Os testes de contato são o padrão‐ouro no diagnóstico etiológico da dermatite alérgica de contato (DAC), relacionada à reação de hipersensibilidade tardia tipo 4 (de Gell & Coombs).1
O uso de substâncias que interferem na resposta imunológica dos pacientes, tais como corticosteroides, ciclosporina, metotrexato, azatioprina, micofenolato mofetil e os mais recentes inibidores de citocinas (infliximabe, adalimumabe), poderia ser considerado limitação para a realização dos testes de contato, uma vez que atuam inibindo as respostas celulares. Por outro lado, a utilização dessas medicações tem se tornado cada vez mais comum e, muitas vezes, sua retirada não é possível pela doença de base. Além disso, estudos mostram que muitos pacientes são capazes de desenvolver reações eczematosas mesmo em uso de tais substâncias.2–5
O presente trabalho objetivou investigar casos suspeitos de DAC submetidos a testes de contato em situação considerada não ideal (que estavam em uso de medicamentos imunossupressores e/ou inibidores de citocinas).
Foram analisados retrospectivamente os dados de 16 pacientes testados entre 2009 e 2021 e que estavam em uso de alguma das medicações anteriormente citadas no momento do teste. Utilizaram‐se diferentes séries de alérgenos, cujas indicações basearam‐se na anamnese e quadro clínico.
Os testes foram aplicados na porção superior do dorso e removidos após 48 horas. Os resultados foram obtidos em 48 e 96 horas. As possíveis reações foram: negativo, positivo fraco (1+) – eritema, infiltração ou pápulas; positivo forte (2+) – edema e/ou vesículas; e positivo muito forte (3+) – bolhas ou ulceração.
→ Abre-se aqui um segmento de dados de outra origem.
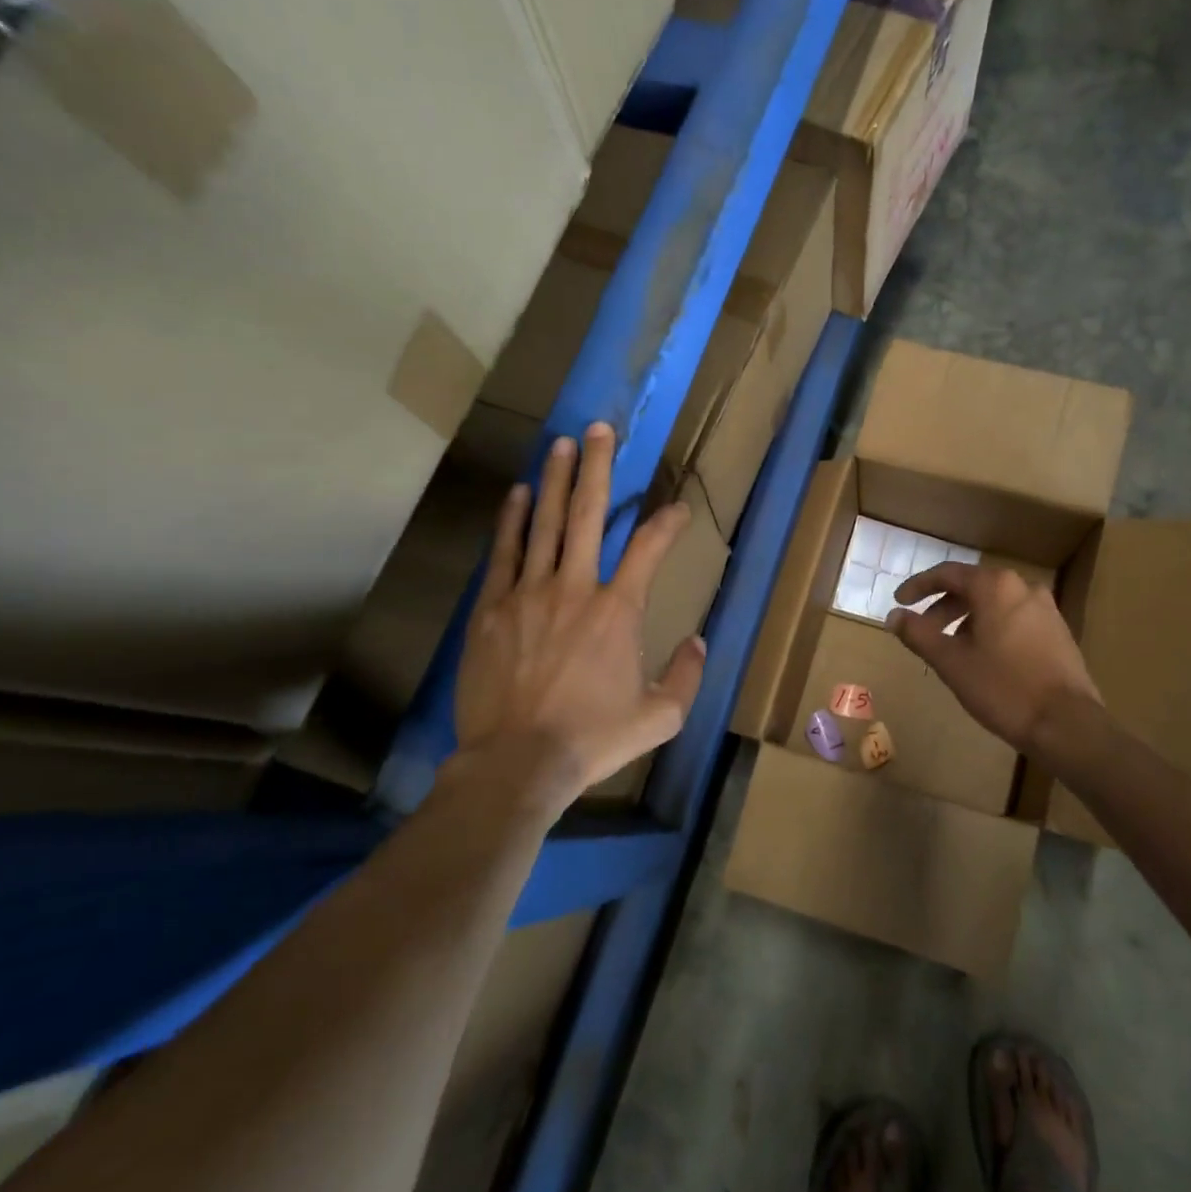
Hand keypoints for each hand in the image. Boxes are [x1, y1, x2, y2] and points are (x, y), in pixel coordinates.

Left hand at [444, 422, 704, 815]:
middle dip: (597, 468)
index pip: (650, 549)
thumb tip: (699, 642)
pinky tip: (517, 493)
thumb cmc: (594, 738)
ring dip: (554, 480)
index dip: (668, 522)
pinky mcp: (491, 609)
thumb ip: (686, 675)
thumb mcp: (660, 717)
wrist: (518, 762)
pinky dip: (512, 520)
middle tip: (599, 429)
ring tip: (560, 444)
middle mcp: (575, 588)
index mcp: (619, 610)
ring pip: (544, 524)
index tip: (679, 508)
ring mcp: (528, 594)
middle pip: (588, 515)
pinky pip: (503, 554)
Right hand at [887, 563, 1099, 755]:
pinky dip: (990, 628)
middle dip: (942, 606)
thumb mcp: (951, 662)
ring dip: (966, 619)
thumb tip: (893, 616)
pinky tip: (983, 657)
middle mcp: (1022, 587)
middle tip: (922, 631)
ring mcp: (1045, 608)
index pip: (948, 574)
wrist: (1066, 724)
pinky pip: (1014, 617)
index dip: (918, 586)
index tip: (899, 601)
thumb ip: (918, 634)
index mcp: (995, 586)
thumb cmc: (1003, 688)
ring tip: (950, 649)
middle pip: (972, 587)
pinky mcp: (1057, 631)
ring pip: (994, 604)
A média das idades dos pacientes foi de 49 anos, com 12 mulheres e quatro homens. O tempo médio de presença da dermatite foi de 37 meses (3‐180 meses). As medicações utilizadas pelos pacientes no momento dos testes foram: prednisona em nove casos, metotrexato em sete, azatioprina em quatro e infliximabe, ciclosporina, ciclofosfamida, tacrolimo e adalimumabe em um caso cada. Alguns pacientes faziam uso de mais de um fármaco ao mesmo tempo. As doses empregadas variaram de acordo com a indicação e as fases em que as doenças se encontravam. No caso da prednisona, elas variaram entre 5 e 40 mg/dia e o metotrexato, entre 10 e 15 mg/semana. Em relação à ciclofosfamida, a paciente havia sido submetida à pulsoterapia um mês antes do teste com a dose de 1g, e a azatioprina foi utilizada nas doses de 100 e 150 mg/dia.
Os motivos para uso dessas medicações foram eczemas de difícil controle (quatro casos), colagenoses (lúpus sistêmicos e discoide, doença de Behçet e síndrome antisintetase) em oito casos, doença de Crohn, síndrome de Cushing e psoríase em um caso cada.
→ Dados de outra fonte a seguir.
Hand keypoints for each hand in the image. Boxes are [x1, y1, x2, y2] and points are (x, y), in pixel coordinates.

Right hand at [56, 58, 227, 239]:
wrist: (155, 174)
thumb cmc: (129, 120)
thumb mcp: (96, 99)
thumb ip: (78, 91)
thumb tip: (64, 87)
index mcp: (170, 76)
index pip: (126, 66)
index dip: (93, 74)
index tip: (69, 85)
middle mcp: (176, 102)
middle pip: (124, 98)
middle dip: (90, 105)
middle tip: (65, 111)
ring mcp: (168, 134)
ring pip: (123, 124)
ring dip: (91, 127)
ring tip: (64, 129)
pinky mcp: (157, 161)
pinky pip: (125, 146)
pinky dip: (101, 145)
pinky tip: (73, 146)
Entre os pacientes testados, 10 (62,5%) apresentaram pelo menos um teste positivo e 6 (37,5%) tiveram todos os resultados negativos. Um dos casos com teste inicial negativo apresentou positividade em novo teste realizado após a retirada da medicação (metotrexato), resultado que apresentava relevância prévia. No novo teste, houve positividade para parafenilenodiamina (PPDA), cujo contato e DAC ocorreu após aplicação de tatuagem temporária (“de henna”) na adolescência.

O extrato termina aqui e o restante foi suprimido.